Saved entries
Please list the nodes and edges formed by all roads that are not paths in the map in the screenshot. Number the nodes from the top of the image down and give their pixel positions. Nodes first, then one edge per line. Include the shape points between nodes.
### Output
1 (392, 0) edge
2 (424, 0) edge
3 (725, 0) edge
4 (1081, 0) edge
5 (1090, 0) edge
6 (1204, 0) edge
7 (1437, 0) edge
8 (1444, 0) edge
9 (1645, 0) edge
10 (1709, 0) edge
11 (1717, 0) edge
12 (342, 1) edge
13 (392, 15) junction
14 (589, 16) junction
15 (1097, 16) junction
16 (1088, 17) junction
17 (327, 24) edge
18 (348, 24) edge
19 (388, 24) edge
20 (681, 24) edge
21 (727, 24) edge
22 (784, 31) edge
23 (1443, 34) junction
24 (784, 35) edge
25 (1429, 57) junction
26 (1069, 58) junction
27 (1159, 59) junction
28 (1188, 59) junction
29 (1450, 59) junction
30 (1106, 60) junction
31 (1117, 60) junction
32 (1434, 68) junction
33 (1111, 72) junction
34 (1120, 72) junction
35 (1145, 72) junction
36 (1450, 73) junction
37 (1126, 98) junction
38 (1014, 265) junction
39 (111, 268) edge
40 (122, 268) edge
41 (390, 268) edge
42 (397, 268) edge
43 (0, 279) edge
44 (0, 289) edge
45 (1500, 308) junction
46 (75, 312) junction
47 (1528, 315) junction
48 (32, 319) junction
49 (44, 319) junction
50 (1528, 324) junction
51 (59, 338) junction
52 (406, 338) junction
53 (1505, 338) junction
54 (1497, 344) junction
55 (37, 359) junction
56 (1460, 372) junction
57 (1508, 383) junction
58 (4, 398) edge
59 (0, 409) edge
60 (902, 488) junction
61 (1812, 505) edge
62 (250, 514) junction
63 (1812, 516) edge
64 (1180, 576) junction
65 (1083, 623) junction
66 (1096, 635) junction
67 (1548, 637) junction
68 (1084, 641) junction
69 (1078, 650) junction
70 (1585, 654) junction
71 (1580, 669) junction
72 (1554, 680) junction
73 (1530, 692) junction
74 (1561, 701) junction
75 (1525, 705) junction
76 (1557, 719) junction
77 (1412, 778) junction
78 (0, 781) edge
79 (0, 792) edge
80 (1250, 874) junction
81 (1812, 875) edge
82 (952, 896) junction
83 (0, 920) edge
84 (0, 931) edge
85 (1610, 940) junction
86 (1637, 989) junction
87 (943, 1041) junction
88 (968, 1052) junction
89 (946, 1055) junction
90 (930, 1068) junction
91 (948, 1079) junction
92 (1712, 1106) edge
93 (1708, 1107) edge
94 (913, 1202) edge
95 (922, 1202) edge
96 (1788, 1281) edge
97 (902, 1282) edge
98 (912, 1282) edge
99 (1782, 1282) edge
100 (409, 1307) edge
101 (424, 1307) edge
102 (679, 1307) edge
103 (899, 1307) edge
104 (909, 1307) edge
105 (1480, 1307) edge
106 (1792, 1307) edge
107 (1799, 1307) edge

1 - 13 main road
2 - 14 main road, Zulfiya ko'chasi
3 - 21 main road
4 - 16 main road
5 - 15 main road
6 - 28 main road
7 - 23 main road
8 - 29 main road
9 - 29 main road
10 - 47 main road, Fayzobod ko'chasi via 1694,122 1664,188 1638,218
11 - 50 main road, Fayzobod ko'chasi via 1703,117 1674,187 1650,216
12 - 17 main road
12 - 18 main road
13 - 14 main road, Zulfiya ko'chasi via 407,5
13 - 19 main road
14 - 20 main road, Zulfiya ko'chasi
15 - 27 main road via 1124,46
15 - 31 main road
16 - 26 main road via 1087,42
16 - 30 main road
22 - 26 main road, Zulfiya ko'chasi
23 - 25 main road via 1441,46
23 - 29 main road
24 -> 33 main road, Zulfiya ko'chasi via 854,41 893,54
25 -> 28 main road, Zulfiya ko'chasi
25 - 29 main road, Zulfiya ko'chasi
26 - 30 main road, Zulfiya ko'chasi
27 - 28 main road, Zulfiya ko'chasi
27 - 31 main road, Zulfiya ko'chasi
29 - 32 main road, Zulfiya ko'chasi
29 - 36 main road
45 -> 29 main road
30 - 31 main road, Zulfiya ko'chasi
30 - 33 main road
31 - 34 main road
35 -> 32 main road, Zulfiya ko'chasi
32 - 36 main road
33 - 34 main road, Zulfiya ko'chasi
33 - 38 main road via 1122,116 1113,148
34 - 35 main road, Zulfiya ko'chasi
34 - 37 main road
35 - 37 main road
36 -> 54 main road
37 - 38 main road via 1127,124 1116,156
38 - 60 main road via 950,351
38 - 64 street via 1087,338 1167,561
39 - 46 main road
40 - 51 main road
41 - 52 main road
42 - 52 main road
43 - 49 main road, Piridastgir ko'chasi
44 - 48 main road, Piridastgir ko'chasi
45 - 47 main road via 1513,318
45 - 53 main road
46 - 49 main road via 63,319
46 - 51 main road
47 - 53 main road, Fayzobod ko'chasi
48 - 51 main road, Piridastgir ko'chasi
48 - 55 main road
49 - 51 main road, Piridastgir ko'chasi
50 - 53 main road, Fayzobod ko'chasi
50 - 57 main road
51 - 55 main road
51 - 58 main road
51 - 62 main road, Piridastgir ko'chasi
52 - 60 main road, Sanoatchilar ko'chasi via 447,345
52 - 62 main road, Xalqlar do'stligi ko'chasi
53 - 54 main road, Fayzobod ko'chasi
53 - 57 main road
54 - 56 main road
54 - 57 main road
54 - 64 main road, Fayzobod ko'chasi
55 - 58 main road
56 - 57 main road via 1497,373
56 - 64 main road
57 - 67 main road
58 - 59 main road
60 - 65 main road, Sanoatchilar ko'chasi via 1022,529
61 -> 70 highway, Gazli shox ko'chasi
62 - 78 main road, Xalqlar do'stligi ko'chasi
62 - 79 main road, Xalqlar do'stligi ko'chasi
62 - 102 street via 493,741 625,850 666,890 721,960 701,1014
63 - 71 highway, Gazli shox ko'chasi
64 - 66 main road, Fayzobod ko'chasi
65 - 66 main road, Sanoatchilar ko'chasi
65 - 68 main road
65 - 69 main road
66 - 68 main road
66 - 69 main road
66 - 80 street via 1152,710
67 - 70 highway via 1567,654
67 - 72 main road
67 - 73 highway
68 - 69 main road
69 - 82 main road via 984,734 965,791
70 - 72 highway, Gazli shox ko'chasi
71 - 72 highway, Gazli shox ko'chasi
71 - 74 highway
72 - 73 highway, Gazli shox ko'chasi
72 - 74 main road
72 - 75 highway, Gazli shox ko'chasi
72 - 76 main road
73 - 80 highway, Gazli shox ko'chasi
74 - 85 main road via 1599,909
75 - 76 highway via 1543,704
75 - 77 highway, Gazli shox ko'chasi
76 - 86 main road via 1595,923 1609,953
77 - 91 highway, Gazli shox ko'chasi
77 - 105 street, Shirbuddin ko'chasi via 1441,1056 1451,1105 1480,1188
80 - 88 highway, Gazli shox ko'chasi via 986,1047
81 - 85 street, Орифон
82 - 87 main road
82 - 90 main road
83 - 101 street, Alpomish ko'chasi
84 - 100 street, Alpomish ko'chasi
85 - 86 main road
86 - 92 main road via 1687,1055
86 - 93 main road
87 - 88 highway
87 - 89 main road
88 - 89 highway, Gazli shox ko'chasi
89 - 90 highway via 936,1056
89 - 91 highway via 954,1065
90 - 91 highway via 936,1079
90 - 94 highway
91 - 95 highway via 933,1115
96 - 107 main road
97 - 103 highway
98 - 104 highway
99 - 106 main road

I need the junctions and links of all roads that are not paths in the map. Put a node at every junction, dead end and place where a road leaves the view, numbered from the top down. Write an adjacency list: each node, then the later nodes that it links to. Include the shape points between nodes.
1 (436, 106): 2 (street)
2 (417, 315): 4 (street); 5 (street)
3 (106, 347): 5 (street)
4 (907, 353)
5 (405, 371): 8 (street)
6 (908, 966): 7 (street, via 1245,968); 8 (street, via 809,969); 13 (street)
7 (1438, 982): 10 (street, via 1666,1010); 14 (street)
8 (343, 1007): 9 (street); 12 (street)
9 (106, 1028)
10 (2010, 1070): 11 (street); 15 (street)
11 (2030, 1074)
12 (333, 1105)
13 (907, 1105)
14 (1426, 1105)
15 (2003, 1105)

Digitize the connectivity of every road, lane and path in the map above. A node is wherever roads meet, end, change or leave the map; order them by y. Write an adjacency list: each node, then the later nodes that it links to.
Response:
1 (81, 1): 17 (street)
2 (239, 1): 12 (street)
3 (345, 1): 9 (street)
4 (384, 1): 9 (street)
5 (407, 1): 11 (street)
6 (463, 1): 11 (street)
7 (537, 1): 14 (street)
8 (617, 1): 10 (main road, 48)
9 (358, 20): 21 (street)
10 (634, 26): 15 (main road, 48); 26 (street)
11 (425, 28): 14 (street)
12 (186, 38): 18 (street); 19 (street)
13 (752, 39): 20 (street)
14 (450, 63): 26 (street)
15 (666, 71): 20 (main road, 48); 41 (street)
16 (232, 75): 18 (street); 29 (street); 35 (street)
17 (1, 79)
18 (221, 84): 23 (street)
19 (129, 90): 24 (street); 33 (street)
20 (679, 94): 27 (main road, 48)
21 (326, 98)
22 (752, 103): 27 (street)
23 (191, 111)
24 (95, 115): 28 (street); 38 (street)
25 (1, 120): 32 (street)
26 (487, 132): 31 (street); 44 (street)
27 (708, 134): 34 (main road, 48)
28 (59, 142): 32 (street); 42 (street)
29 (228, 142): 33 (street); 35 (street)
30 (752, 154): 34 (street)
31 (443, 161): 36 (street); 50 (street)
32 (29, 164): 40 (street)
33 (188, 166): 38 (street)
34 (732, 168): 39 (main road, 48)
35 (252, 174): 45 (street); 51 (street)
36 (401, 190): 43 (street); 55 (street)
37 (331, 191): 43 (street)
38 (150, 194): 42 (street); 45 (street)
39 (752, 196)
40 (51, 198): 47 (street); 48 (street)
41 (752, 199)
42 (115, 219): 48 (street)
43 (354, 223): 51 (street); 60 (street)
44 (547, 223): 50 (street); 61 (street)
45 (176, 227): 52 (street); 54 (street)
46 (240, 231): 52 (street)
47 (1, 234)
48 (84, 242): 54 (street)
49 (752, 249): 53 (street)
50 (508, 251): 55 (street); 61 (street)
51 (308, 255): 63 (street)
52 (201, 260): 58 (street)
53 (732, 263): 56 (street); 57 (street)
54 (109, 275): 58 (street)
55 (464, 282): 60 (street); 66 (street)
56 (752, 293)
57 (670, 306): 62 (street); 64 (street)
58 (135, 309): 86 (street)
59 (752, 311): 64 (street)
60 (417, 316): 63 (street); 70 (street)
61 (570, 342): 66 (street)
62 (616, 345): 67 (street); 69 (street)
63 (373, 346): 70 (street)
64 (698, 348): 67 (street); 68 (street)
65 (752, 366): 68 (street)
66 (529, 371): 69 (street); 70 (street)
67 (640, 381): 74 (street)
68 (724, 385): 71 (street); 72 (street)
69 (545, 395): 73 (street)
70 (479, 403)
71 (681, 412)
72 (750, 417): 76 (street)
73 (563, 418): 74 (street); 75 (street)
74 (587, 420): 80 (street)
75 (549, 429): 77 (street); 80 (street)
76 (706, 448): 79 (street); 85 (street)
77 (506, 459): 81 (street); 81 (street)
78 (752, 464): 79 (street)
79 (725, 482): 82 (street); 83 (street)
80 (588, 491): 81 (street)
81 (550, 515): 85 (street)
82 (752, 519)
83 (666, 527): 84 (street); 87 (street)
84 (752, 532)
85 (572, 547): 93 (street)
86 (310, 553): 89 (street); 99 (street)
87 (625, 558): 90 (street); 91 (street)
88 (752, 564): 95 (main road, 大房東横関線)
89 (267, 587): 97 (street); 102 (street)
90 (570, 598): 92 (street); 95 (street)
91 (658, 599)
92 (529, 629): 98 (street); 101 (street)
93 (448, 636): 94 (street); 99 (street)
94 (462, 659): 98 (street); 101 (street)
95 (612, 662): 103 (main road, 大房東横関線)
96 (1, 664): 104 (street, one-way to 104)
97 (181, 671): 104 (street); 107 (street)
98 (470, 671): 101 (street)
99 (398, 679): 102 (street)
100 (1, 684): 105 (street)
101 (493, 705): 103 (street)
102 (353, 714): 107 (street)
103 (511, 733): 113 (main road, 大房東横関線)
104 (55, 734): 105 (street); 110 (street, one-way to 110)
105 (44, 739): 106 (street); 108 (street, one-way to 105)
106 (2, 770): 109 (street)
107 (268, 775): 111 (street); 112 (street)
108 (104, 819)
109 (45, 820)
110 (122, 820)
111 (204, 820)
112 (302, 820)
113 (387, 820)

WHAT IS NEEDED: What lines above contain the word "points"? Please copy each one.

EXERCISE RESPONSE:
Please list the nodes and edges formed by all roads that are not paths in the map in the screenshot. Number the nodes from the top of the image down and give their pixel positions. Nodes first, then one edge per line. Include the shape points between nodes.
I need the junctions and links of all roads that are not paths in the map. Put a node at every junction, dead end and place where a road leaves the view, numbered from the top down. Write an adjacency list: each node, then the later nodes that it links to. Include the shape points between nodes.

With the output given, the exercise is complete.